**Information provided**
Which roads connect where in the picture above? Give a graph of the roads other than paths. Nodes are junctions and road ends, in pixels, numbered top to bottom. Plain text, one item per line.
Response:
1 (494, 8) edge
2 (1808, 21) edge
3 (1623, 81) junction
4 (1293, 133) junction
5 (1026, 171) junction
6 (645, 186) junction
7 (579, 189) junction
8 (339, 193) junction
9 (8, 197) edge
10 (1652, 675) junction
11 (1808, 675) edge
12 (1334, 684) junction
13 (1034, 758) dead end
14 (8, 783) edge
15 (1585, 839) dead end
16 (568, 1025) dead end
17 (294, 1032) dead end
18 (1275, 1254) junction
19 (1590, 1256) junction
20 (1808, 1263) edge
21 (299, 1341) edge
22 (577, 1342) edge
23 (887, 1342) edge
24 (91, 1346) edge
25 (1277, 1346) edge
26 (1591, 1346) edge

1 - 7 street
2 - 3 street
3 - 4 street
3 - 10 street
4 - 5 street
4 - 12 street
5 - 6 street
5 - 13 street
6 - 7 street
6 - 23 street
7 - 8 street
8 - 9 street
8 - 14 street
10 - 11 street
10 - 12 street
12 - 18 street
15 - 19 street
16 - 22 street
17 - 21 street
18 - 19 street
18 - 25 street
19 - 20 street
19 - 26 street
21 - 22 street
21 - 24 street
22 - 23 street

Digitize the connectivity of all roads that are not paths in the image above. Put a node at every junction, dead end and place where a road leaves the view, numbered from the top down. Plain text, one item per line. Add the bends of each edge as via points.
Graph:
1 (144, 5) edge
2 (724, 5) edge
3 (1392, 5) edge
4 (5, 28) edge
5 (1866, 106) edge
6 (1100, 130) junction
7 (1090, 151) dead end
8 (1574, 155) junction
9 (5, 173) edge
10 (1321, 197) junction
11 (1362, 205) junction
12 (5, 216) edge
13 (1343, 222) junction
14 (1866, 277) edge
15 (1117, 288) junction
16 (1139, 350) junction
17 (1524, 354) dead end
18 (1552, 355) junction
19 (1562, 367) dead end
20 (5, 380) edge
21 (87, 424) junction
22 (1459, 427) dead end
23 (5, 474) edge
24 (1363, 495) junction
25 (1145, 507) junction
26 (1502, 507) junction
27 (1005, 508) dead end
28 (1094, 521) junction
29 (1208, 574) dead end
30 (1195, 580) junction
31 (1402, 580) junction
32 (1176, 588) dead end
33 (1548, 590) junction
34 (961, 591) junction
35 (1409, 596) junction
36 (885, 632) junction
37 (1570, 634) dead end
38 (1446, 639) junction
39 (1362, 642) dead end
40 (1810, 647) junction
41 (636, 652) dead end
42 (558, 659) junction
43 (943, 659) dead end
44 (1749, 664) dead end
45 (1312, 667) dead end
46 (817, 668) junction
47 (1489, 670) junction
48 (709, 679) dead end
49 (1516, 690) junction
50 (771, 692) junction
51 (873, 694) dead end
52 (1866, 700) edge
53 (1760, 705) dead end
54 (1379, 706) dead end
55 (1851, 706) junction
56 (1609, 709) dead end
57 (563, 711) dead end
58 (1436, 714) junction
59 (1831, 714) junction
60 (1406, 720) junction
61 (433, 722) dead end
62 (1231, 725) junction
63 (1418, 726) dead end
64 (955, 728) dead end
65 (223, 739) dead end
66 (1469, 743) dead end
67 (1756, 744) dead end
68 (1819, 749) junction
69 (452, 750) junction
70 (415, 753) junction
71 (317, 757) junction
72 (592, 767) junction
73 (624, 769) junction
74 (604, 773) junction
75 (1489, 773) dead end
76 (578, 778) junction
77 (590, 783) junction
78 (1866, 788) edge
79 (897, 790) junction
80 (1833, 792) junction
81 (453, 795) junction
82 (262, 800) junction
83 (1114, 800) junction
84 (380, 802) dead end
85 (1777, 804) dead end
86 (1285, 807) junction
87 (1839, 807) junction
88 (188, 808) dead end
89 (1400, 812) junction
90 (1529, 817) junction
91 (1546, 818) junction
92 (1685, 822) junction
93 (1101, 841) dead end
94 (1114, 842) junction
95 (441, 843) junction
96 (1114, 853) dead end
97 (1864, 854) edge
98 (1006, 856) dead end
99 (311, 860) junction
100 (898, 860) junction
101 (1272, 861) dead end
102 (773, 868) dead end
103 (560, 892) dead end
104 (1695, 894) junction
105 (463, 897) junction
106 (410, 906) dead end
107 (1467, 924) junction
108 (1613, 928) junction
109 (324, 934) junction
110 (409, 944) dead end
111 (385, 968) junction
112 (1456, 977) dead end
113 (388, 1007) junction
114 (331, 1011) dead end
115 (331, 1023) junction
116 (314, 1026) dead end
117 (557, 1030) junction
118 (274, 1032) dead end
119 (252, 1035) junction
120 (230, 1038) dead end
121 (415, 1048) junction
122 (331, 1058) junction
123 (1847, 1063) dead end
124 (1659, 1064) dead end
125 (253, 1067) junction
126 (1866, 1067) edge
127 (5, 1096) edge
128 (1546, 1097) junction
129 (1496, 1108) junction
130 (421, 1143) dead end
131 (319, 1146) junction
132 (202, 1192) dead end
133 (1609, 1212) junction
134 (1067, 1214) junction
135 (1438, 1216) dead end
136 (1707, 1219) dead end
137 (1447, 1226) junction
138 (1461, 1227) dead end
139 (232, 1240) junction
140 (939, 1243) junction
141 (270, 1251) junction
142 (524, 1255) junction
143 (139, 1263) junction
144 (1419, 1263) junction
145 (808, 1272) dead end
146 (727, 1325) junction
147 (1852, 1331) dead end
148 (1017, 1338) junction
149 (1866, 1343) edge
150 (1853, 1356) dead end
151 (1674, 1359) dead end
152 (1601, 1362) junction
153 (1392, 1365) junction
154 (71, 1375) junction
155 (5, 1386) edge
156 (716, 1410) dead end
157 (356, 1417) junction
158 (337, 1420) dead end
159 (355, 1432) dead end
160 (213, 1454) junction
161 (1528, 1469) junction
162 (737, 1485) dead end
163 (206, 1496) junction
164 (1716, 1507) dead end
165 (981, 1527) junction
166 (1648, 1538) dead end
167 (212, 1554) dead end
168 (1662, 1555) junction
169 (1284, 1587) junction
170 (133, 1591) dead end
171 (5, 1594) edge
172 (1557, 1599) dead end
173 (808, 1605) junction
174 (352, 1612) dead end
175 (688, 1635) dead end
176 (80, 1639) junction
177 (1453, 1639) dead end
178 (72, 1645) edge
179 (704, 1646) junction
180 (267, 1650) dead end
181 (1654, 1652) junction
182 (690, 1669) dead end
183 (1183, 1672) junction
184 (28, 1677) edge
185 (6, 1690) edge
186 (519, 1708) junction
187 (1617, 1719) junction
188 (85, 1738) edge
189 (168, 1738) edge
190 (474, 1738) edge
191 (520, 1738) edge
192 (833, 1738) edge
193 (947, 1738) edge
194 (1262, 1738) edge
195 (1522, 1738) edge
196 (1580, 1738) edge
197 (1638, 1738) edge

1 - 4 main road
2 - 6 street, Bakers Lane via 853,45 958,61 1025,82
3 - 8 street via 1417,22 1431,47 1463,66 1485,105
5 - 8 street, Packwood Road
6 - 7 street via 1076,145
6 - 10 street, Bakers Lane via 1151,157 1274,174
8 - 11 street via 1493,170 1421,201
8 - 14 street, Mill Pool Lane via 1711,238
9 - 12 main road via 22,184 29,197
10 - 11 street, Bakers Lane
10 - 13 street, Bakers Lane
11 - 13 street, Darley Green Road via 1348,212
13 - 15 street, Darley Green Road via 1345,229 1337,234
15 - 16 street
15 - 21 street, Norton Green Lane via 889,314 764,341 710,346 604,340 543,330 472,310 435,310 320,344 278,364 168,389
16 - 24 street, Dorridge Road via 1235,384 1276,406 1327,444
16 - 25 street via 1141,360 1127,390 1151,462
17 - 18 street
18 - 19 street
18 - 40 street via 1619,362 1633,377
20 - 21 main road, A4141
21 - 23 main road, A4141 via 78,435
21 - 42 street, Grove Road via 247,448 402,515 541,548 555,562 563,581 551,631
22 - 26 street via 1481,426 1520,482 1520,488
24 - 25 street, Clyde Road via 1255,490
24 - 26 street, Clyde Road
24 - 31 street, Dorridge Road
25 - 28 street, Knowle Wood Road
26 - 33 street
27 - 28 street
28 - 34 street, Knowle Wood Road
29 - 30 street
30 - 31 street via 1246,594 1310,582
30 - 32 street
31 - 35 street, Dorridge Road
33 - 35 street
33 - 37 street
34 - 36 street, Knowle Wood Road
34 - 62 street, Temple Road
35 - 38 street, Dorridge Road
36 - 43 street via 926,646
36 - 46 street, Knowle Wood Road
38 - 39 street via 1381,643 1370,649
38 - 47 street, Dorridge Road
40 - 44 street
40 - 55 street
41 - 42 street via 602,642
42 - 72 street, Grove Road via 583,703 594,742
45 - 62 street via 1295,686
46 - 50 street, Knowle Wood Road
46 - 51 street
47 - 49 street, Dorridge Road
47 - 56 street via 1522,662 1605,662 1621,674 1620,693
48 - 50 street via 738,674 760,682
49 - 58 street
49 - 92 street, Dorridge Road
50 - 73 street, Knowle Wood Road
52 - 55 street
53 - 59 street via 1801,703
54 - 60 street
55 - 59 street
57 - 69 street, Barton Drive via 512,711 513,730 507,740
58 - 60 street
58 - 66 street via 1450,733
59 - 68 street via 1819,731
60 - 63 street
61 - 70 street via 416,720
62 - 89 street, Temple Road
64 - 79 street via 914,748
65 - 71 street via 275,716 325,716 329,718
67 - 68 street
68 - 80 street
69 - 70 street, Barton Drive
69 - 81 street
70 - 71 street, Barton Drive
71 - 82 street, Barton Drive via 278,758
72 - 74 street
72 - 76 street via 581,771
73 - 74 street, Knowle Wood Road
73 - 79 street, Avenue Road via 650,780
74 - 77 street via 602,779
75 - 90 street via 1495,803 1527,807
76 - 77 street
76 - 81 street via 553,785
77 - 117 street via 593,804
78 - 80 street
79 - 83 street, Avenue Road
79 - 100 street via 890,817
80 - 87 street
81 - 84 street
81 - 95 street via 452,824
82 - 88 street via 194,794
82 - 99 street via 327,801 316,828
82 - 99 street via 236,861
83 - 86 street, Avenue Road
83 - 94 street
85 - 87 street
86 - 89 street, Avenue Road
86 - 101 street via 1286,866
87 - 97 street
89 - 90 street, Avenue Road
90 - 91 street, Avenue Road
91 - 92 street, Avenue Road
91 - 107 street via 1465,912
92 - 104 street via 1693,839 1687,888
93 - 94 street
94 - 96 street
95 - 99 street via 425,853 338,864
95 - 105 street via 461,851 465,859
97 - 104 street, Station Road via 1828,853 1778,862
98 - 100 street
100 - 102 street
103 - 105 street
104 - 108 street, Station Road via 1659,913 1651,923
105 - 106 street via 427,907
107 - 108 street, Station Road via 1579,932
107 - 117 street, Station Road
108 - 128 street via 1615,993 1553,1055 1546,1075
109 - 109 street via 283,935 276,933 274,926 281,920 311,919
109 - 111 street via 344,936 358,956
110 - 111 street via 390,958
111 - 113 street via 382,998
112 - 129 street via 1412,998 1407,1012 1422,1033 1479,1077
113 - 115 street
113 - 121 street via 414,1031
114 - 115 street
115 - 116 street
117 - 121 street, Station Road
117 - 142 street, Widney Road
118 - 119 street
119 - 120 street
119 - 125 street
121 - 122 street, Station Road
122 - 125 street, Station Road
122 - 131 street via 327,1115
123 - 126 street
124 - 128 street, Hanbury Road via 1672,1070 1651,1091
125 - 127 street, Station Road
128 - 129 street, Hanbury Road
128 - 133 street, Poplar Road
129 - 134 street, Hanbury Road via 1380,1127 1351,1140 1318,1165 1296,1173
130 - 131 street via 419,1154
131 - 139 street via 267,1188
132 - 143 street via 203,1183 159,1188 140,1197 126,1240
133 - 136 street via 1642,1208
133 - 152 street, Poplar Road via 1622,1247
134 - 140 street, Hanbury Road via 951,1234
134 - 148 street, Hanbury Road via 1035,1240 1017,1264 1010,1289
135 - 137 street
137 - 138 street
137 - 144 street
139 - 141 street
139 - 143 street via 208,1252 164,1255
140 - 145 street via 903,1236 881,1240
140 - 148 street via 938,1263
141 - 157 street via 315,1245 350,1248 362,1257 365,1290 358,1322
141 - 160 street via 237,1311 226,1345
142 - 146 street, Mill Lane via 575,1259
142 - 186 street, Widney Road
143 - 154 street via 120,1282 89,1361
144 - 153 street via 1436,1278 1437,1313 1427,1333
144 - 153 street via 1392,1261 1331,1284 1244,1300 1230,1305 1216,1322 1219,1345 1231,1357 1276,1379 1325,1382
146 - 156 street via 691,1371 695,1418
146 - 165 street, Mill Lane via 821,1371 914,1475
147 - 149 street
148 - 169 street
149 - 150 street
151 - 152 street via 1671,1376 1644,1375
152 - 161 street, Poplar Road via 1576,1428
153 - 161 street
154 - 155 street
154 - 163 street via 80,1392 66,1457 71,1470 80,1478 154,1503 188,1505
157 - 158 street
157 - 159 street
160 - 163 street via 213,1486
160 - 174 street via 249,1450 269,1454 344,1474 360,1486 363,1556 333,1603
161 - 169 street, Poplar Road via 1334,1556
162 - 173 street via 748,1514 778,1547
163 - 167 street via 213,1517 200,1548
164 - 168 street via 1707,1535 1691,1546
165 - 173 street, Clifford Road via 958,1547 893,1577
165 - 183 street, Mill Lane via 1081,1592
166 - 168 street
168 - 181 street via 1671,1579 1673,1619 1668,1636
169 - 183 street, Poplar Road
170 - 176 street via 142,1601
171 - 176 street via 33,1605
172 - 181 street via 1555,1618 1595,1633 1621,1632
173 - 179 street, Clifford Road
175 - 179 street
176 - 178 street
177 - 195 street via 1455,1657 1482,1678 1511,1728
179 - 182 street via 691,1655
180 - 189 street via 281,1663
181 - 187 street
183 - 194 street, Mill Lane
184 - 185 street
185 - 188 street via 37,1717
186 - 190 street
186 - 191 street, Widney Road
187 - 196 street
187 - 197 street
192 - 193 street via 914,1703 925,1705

**Task description**
Please copy every line from the entries that includes the word "Darley".

**Output below**
11 - 13 street, Darley Green Road via 1348,212
13 - 15 street, Darley Green Road via 1345,229 1337,234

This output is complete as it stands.